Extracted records
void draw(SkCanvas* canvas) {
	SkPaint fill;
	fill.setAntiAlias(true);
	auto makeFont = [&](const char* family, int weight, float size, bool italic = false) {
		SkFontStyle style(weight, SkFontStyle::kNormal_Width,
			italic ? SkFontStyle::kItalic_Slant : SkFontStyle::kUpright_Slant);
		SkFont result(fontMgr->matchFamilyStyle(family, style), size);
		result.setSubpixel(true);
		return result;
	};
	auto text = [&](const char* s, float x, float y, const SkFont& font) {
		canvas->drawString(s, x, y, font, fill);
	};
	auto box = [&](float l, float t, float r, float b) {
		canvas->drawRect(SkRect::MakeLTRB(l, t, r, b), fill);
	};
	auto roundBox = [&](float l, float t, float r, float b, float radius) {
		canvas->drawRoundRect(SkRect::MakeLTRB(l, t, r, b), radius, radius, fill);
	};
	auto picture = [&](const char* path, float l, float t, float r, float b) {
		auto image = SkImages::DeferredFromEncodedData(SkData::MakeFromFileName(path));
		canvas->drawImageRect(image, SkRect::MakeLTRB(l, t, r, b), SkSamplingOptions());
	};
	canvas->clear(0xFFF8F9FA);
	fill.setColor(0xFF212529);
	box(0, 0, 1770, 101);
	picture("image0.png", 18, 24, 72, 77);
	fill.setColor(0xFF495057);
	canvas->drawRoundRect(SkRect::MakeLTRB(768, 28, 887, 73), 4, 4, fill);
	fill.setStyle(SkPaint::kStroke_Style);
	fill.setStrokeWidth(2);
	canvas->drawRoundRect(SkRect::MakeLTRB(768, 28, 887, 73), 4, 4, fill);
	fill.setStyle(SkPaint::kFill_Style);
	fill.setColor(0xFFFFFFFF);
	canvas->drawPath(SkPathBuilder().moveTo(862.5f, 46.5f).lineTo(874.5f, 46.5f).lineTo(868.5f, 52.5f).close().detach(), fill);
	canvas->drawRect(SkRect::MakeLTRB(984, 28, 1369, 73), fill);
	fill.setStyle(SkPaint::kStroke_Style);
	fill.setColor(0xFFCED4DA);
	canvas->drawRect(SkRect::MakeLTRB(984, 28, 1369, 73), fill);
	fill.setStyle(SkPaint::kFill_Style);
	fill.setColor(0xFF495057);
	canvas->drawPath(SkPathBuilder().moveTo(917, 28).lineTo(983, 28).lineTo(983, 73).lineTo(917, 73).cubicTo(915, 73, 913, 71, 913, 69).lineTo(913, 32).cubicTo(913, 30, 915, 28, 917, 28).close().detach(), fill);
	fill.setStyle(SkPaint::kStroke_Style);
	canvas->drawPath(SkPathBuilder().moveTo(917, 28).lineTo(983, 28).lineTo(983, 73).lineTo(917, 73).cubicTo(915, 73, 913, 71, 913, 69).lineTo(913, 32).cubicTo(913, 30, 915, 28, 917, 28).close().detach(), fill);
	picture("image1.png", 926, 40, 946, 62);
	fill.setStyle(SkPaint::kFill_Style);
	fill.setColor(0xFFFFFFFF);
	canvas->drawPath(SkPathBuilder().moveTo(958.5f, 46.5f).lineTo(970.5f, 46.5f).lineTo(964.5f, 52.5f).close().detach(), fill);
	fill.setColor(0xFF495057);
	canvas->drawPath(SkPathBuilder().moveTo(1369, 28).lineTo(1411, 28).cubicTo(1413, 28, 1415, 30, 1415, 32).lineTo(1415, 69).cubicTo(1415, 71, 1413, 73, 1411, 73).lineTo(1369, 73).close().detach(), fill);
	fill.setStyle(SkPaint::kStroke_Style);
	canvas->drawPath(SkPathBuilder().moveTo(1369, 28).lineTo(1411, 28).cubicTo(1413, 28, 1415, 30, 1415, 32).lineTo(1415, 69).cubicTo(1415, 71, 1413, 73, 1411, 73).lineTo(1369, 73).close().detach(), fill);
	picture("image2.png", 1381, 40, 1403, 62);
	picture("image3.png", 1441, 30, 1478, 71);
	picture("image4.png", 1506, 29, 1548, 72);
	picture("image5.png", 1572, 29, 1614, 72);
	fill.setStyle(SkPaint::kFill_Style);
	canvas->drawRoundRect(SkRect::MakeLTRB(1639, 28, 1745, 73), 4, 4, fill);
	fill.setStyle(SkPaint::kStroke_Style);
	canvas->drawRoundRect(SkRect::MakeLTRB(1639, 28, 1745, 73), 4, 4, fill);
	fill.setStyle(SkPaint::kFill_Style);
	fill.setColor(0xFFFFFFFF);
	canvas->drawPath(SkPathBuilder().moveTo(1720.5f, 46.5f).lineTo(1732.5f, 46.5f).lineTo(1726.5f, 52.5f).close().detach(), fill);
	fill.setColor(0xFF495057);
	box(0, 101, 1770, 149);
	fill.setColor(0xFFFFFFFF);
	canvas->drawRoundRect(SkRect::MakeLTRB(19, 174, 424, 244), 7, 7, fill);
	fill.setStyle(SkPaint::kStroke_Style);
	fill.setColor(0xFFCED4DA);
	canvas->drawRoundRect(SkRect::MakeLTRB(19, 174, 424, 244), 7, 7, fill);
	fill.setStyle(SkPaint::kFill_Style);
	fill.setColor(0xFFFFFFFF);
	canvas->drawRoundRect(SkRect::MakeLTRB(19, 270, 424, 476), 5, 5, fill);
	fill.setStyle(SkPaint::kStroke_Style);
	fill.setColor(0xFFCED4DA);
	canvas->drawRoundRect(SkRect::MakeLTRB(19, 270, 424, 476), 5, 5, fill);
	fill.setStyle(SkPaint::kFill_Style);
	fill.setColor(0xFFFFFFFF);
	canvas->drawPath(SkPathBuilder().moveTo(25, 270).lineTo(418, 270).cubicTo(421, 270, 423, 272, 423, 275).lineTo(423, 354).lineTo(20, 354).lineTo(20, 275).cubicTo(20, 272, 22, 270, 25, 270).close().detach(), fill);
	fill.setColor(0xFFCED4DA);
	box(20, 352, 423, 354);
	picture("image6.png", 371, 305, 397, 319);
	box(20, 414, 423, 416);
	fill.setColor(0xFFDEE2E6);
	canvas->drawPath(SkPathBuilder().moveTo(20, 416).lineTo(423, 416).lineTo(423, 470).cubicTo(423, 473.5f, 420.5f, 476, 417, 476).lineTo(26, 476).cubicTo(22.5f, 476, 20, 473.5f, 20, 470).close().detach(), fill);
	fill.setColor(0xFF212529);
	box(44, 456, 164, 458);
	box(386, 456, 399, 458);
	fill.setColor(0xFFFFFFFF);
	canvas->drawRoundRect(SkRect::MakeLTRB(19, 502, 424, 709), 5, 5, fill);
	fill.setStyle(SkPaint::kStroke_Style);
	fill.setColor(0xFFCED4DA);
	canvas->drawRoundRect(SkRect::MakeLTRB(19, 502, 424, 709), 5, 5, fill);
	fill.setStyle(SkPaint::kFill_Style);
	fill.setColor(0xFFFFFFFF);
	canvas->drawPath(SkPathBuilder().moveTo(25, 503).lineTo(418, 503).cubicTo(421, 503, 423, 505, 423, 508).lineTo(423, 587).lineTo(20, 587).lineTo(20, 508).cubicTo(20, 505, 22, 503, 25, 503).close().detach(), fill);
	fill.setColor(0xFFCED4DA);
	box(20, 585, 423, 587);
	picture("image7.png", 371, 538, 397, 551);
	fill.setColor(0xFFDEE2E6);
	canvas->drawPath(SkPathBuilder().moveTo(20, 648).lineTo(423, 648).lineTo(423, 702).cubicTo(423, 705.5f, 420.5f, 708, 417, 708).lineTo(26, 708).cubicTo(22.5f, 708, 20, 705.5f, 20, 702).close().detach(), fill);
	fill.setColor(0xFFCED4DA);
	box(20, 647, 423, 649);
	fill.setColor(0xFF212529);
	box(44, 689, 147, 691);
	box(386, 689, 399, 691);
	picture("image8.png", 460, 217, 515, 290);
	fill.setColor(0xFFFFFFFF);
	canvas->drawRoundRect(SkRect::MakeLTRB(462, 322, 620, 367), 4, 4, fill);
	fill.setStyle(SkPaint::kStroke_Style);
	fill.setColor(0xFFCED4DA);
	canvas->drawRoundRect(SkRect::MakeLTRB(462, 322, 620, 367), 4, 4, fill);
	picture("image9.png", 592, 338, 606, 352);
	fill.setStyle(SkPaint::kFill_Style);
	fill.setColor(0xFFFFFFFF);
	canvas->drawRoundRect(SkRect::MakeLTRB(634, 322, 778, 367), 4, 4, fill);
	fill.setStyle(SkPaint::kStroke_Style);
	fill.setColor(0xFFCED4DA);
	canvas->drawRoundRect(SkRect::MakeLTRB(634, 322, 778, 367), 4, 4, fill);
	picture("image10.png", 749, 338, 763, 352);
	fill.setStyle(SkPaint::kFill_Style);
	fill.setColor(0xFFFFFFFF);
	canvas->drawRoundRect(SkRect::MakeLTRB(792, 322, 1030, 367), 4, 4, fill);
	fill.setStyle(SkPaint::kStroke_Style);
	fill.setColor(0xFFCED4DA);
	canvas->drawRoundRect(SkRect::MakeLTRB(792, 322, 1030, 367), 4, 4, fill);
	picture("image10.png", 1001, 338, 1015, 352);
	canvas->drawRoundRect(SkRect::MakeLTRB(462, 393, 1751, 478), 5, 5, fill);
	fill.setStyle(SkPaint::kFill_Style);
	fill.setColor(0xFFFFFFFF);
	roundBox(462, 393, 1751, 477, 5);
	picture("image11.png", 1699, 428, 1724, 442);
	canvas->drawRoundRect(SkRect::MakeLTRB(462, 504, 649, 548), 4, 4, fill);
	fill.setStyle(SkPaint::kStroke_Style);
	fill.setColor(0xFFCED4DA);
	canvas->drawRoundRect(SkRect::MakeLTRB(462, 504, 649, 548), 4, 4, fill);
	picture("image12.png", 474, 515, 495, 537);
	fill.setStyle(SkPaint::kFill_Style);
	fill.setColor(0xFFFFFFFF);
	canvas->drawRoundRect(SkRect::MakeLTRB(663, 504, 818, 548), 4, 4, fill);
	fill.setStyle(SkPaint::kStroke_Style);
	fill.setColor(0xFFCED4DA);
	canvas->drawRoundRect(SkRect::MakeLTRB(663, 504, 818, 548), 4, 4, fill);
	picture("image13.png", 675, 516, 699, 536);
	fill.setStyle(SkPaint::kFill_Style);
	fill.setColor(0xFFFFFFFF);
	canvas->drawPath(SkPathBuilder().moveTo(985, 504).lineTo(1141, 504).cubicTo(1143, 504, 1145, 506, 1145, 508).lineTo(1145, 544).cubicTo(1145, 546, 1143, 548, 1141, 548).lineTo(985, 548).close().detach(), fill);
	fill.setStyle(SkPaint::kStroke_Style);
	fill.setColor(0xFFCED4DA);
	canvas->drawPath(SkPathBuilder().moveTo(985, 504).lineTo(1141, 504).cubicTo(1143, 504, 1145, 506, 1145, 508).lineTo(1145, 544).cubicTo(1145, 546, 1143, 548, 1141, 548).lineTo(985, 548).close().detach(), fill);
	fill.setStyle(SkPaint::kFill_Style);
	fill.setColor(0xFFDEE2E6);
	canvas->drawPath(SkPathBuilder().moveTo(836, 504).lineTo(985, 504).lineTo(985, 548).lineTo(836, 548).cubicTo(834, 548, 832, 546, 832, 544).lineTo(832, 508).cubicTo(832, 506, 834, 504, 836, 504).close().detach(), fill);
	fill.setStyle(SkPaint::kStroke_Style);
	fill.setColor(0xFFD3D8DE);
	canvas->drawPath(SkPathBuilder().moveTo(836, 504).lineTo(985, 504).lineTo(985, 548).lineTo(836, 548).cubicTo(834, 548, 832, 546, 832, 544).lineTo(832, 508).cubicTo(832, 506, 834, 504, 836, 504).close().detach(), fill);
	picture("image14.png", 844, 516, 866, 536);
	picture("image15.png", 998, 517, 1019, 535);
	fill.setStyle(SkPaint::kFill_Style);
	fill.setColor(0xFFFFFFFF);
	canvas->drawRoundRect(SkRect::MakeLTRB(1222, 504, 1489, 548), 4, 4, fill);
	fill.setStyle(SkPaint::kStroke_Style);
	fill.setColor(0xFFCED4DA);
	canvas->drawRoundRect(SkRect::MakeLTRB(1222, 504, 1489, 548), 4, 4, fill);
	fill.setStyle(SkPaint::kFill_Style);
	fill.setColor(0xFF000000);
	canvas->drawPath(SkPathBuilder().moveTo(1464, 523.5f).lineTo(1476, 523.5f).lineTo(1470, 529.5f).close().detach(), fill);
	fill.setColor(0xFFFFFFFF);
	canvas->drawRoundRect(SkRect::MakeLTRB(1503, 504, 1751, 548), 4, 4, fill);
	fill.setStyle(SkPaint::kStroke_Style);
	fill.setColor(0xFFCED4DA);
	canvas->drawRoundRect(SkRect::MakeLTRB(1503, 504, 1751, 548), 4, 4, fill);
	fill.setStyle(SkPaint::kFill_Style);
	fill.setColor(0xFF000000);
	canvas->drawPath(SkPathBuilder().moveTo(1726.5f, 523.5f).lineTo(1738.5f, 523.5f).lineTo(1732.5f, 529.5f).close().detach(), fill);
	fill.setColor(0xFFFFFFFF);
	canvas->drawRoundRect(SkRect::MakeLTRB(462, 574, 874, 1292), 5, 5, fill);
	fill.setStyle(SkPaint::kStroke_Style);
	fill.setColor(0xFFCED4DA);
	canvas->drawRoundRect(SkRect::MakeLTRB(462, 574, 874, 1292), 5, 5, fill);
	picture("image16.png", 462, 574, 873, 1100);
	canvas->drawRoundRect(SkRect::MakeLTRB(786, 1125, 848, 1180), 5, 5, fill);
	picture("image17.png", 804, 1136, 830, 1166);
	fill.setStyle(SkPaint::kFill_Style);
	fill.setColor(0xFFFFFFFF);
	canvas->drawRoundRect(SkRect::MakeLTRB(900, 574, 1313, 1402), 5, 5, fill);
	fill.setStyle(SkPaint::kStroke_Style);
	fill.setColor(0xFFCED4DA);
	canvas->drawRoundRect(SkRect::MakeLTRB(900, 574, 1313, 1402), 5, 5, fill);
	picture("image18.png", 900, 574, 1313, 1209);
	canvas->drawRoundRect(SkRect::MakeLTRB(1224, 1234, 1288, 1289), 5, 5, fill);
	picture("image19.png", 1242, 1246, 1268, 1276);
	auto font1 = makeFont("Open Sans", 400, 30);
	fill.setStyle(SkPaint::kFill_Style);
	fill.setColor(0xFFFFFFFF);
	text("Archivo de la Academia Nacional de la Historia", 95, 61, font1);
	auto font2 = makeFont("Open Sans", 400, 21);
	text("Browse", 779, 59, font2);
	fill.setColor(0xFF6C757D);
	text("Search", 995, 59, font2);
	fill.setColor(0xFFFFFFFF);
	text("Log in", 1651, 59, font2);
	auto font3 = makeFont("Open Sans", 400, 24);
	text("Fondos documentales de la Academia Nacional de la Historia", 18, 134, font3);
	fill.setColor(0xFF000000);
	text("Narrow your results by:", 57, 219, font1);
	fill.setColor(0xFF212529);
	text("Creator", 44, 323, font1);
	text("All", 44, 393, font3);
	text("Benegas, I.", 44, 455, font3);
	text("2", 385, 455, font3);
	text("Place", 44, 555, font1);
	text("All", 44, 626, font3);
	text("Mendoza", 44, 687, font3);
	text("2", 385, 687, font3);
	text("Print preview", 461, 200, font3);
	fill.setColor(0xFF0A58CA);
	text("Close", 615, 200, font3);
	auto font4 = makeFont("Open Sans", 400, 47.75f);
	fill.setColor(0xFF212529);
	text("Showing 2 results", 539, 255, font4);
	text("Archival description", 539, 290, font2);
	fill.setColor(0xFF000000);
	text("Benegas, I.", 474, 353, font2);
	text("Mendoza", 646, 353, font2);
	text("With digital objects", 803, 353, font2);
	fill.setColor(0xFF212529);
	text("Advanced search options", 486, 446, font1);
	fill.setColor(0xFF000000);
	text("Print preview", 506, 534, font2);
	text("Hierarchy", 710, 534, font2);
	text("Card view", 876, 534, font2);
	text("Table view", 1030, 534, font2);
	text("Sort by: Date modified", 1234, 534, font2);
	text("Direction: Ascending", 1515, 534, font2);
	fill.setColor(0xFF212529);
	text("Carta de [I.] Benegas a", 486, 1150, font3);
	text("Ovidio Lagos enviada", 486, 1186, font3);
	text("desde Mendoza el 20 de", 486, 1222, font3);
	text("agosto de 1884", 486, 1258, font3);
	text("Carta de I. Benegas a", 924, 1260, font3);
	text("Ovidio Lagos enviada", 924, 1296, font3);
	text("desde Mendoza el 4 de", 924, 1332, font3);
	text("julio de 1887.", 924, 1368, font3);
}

Work item: The lines you return should be those above that contain the word "weight", every one of them.

Written answer:
	auto makeFont = [&](const char* family, int weight, float size, bool italic = false) {
		SkFontStyle style(weight, SkFontStyle::kNormal_Width,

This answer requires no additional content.